One broker called BS on the quick closing time promises:

More marketing schtick! I’ve been originating loans for over 33 years. In that time I’ve moved 4 times. With two dogs, a teenager, a working spouse and a very busy life, I can’t imagine why anyone would want to even think about moving in 21 days, much less 8! Every originator and Realtor knows when human beings are in the process of buying a home and moving they go from a rational level headed existence to an emotional roller coaster. We leave the tea-cup ride at Disney and head directly to Space Mountain. Now we want to suggest they do so and bring all their belongings with them? I tell Realtors all the time. Schedule a 45 day close and be prepared for the smoothest transaction, great results, happy clients and future referrals. I can close in two weeks now. It’s a carnival show every time. The homebuyers and sellers are stressed not so much do to the process, but due to compressing their lives into a ridiculous window of time. Hell it takes me a couple of days to find my car keys sometimes, you want me to move my family in 8?? Thanks but uh, no.

Another agreed:

In 1992, I closed $7,000,000 a month in north Texas . I had billboards along the toll road in Dallas that read:  loan app to closing-10 days.  And e did this with full paper processing.  So to see the crap they come out with today is a joke.  

Why can’t they get it done in 10 days? Management thought they were smart by having a processor process 50 files at a time to save the salary of adding another processor. I had 20 files per processor and a dedicated copy person for the processors to use.  Title companies delivered title work to me in 3-5 days,  surveys were ordered up front, my appraiser delivered our appraisals within 5 days, my wholesaler would underwrite file and omit at the same time. Approval within 7 days, docs drawn and funds ordered and to title company by day 9.

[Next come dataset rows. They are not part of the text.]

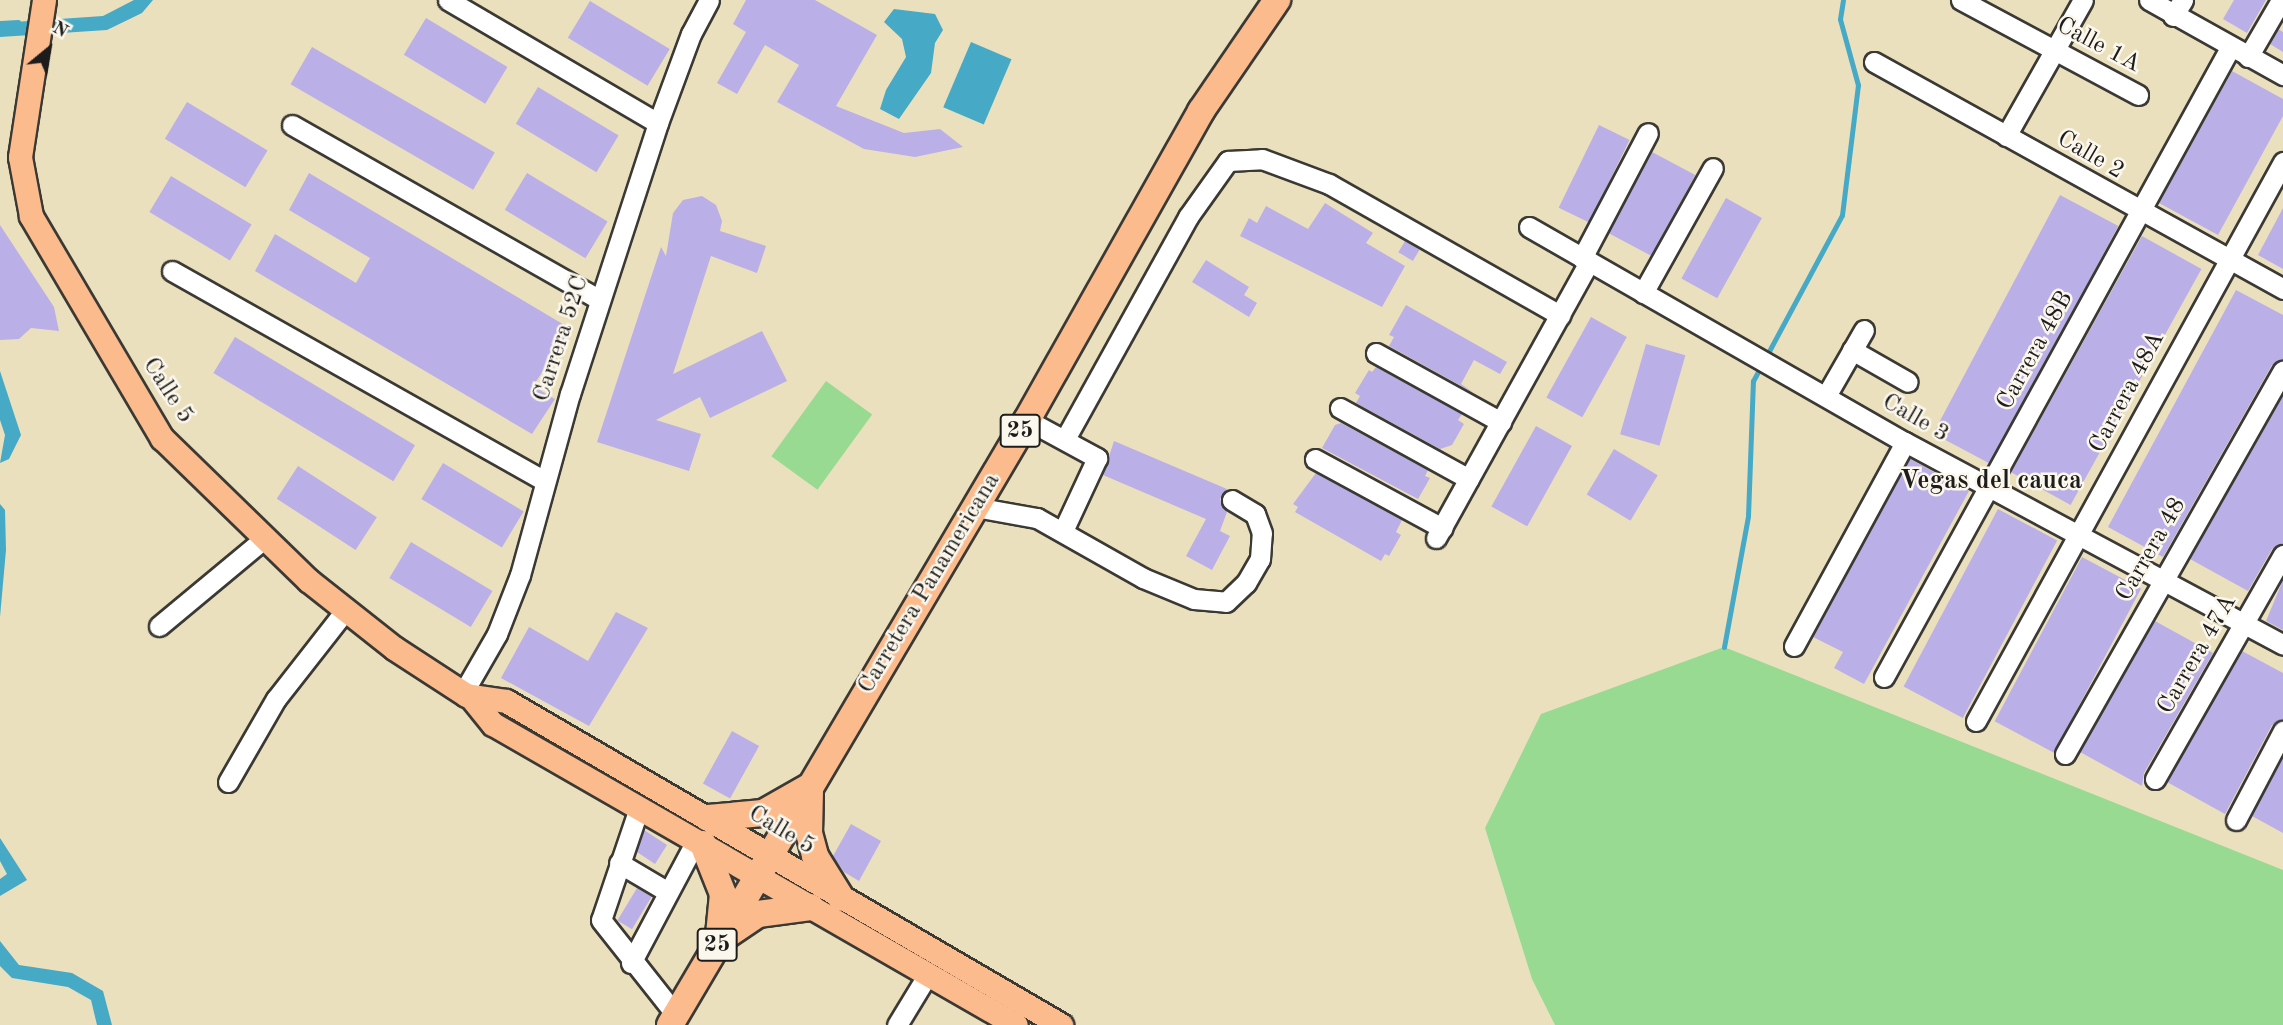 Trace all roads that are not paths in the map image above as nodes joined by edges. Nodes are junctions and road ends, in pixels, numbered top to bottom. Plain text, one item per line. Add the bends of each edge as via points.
1 (44, 0) edge
2 (448, 0) edge
3 (709, 0) edge
4 (1277, 0) edge
5 (1961, 0) edge
6 (2083, 0) edge
7 (2150, 0) edge
8 (2281, 0) edge
9 (2178, 8) edge
10 (2054, 50) junction
11 (2239, 52) junction
12 (1874, 62) dead end
13 (2283, 75) edge
14 (2138, 95) dead end
15 (658, 123) junction
16 (292, 125) dead end
17 (1648, 133) dead end
18 (2006, 136) junction
19 (2283, 162) edge
20 (1713, 168) dead end
21 (2140, 212) junction
22 (1529, 227) dead end
23 (1585, 260) junction
24 (2228, 260) junction
25 (172, 271) dead end
26 (2283, 289) edge
27 (1643, 293) junction
28 (600, 300) junction
29 (1560, 315) junction
30 (1864, 330) dead end
31 (1852, 350) junction
32 (1376, 353) dead end
33 (2283, 371) edge
34 (1908, 382) dead end
35 (1826, 396) junction
36 (1340, 408) dead end
37 (1027, 420) junction
38 (1501, 422) junction
39 (1065, 439) junction
40 (1905, 442) junction
41 (1315, 459) dead end
42 (1469, 479) junction
43 (544, 481) junction
44 (1989, 488) junction
45 (1232, 500) dead end
46 (975, 507) junction
47 (1063, 531) junction
48 (2079, 537) junction
49 (265, 538) junction
50 (2283, 555) edge
51 (2163, 578) junction
52 (344, 612) junction
53 (2245, 624) junction
54 (159, 626) dead end
55 (2283, 645) edge
56 (1794, 646) dead end
57 (1884, 677) dead end
58 (467, 695) junction
59 (1976, 721) dead end
60 (2283, 732) edge
61 (2064, 754) dead end
62 (2155, 779) dead end
63 (228, 782) dead end
64 (811, 785) junction
65 (639, 808) junction
66 (2236, 820) dead end
67 (702, 835) junction
68 (619, 863) junction
69 (764, 865) junction
70 (668, 892) junction
71 (841, 898) junction
72 (811, 907) junction
73 (716, 947) junction
74 (632, 962) junction
75 (928, 974) junction
76 (673, 1020) edge
77 (897, 1025) edge
78 (1016, 1025) edge
79 (1061, 1025) edge

1 - 49 main road, Calle 5 via 20,157 31,216 162,438
2 - 15 street
3 - 15 street, Carrera 52C via 691,34
4 - 37 highway, Carretera Panamericana / 25 via 1201,111
5 - 10 street, Calle 1A
6 - 10 street
7 - 9 street
8 - 11 street, Carrera 48B
9 - 11 street
10 - 14 street, Calle 1A
10 - 18 street
11 - 13 street
11 - 21 street, Carrera 48B
12 - 18 street, Calle 2
15 - 28 street, Carrera 52C
16 - 28 street
17 - 23 street
18 - 21 street, Calle 2
19 - 24 street, Carrera 48A
20 - 27 street
21 - 24 street, Calle 2
21 - 44 street, Carrera 48B
22 - 23 street, Calle 3
23 - 27 street, Calle 3
23 - 29 street
24 - 26 street, Calle 2
24 - 48 street, Carrera 48A
25 - 43 street
27 - 35 street, Calle 3
28 - 43 street, Carrera 52C
29 - 38 street
29 - 39 street via 1329,184 1262,159 1228,161 1188,217
30 - 31 street
31 - 34 street
31 - 35 street
32 - 38 street
33 - 51 street, Carrera 48
35 - 40 street, Calle 3
36 - 42 street
37 - 39 street
37 - 46 highway, Carretera Panamericana / 25
38 - 42 street
39 - 47 street via 1097,458
40 - 44 street, Calle 3
40 - 56 street
41 - 42 street via 1439,533
43 - 58 street, Carrera 52C via 520,575
44 - 48 street, Calle 3
44 - 57 street, Carrera 48B
45 - 47 street via 1255,514 1262,533 1260,559 1246,583 1226,602 1194,599 1143,578
46 - 47 street via 1037,518
46 - 64 highway, Carretera Panamericana / 25
48 - 51 street, Calle 3
48 - 59 street, Carrera 48A
49 - 52 main road, Calle 5
49 - 54 street
50 - 53 street, Carrera 47A
51 - 53 street, Calle 3
51 - 61 street, Carrera 48
52 - 58 main road, Calle 5
52 - 63 street via 276,699
53 - 55 street, Calle 3
53 - 62 street, Carrera 47A
58 - 65 main road, Calle 5 via 493,724
58 - 67 main road, Calle 5 via 506,701
60 - 66 street
64 - 67 highway via 764,813
64 - 69 highway, Carretera Panamericana / 25
64 - 71 highway via 809,833 826,878
65 - 67 main road, Calle 5
65 - 68 street
67 - 69 main road, Calle 5
67 - 70 street
67 - 73 highway via 723,894
68 - 70 street
68 - 74 street via 601,920
69 - 71 main road, Calle 5
69 - 72 main road, Calle 5
69 - 73 highway, Carretera Panamericana / 25
70 - 74 street
71 - 79 main road, Calle 5
72 - 73 highway via 758,914
72 - 75 main road, Calle 5
73 - 76 highway, Carretera Panamericana / 25
74 - 76 street
75 - 77 street
75 - 78 main road, Calle 5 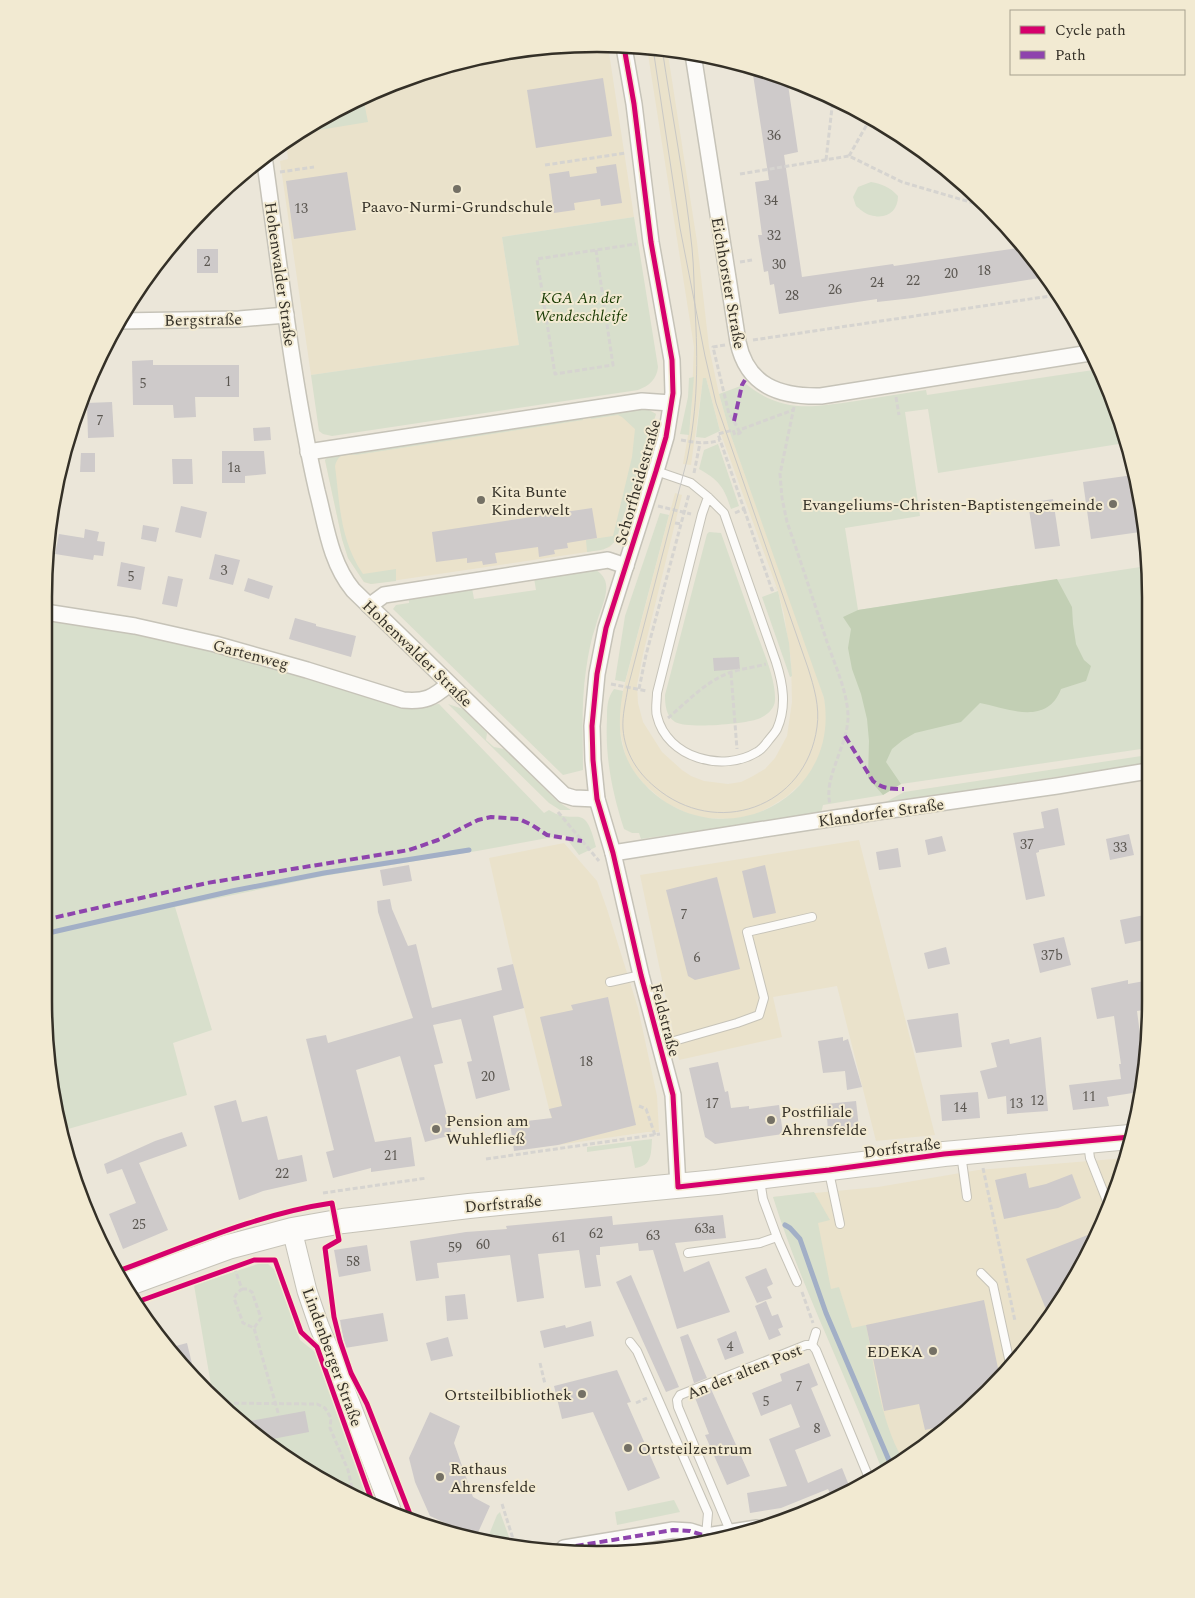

A third questioned the extent of the usefulness of the products:

Virtual VS real world seems to be all the buzz for sure. 

I think it’s a combination of everything. If I back into our current turntimes from the closing date we are at 8 days as well. Now enter 3rd party vendors. How does Loan Depot control VA appraisal turntimes? Oh, that’s right they can’t! 

I have no doubt that efficiencies with the blend of digital infrastructure has helped or industry tremendously, but I think it will depend significantly on a small parameter of buyers E.g; W2 high FICO VS self employed with 10 rentals. 

Again, Chase is focusing on the small pocket of buyers and products it services well, not government loans. 

Just my opinion but seems a majority are trying to create the best mortgage for the “best buyer.” As for organizations like ours, there are more buyers that don’t fit that model than there are those that do. 

As a bonus, here’s a fourth opinion on the news from a loan officer, who calls these claims as overall “misleading marketing” by "Large Banks and Large Lenders":

1. The marketing of saving thousands without full disclosure, or an APR. The costs you will pay and how long it will take to start saving money after your expenses. Rates are at historical lows?? 

2. The marketing of a no closing cost mortgage. This is one of the biggest misleading ads. They don't say your interest rate is inflated and higher then the rate you qualify for. The higher rate pays for closing costs. Plus they don't specify what closing costs are and what pre-pays are. The consumers are misled assuming they don't have to pay for nothing.

4. Large Banks that offer better rates and costs if they move their portfolio to their bank and or open certain accounts. If your offering loans for mortgages, it should be the same for all applicants who qualify for the same type of loan.